Thrombolysis is a minimally invasive, outpatient procedure performed by a vascular specialist. For the procedure, you will first be given a local anesthetic to numb the area and if needed, a moderate sedative to help you relax.
Then, using X-ray technology to guide a catheter into your clotted access, a clot dissolving medication will be delivered through the catheter directly to the blood clot. Once the medication has been delivered to the affected area it will be left to dwell for a period of time to break up the clot. Removal of the clot from the vessel by thrombolysis is a relatively quick procedure (usually completed in less than one hour). At the end of the procedure, the catheter used to perform the procedure is removed.

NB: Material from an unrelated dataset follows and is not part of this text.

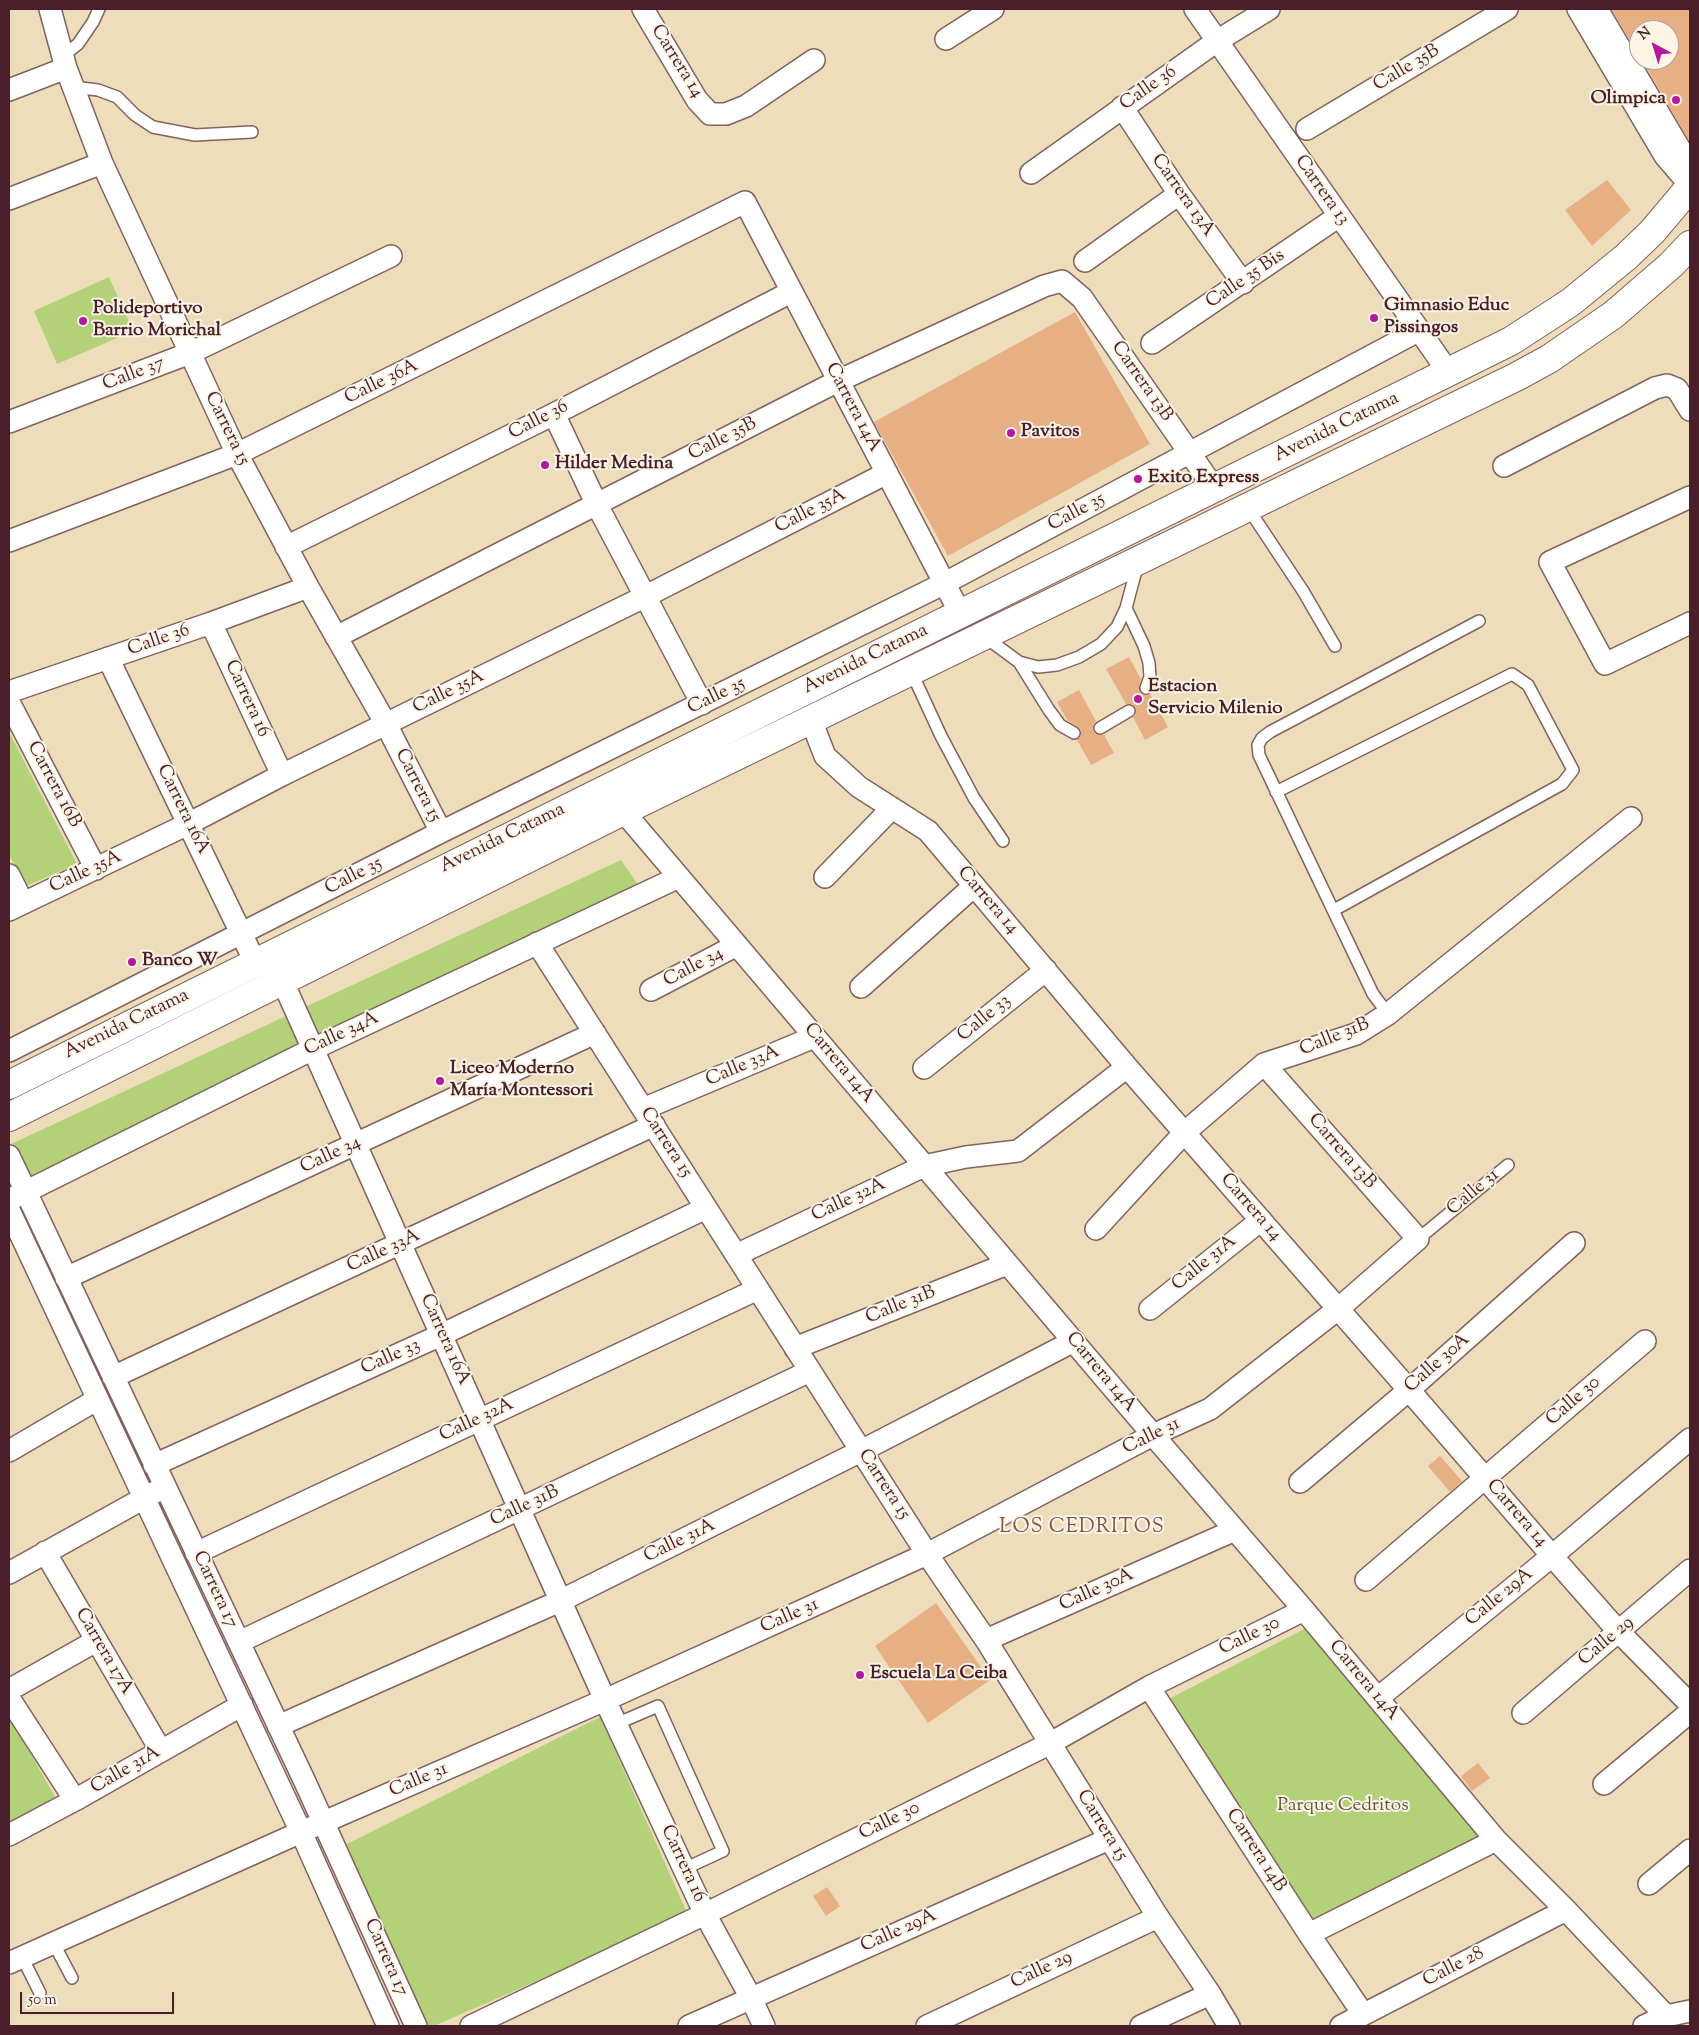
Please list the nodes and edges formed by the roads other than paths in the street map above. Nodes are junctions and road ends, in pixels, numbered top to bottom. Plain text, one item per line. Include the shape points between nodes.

A thrombectomy removes the blood clot through a catheter-guided procedure. Our specially trained physicians at Azura Vascular Care perform the outpatient procedure to remove the clot from the fistula or graft using an instrument specifically designed to do so, eliminating the need for a more invasive procedure.
For the thrombectomy procedure, a local anesthetic to numb the area first will be administered and if needed, a moderate sedative may be given to help you relax. An interventional vascular specialist will insert a catheter into your access guided by X-ray technology. The catheter is used to break up and remove the clot. In some cases a specialized instrument will be inserted through the catheter to aid in breaking up and removing the clot. The catheter is removed when the clot has been retrieved and the procedure is complete. This procedure efficiently removes the clot and restores blood flow. The procedure takes about an hour and no overnight stay is required.
If your access clots, it’s important that you seek treatment as soon as possible. Keeping your access free of clots means you’ll be able to rest easy, trusting your access is functioning properly and you’re getting the life-saving dialysis treatments you need.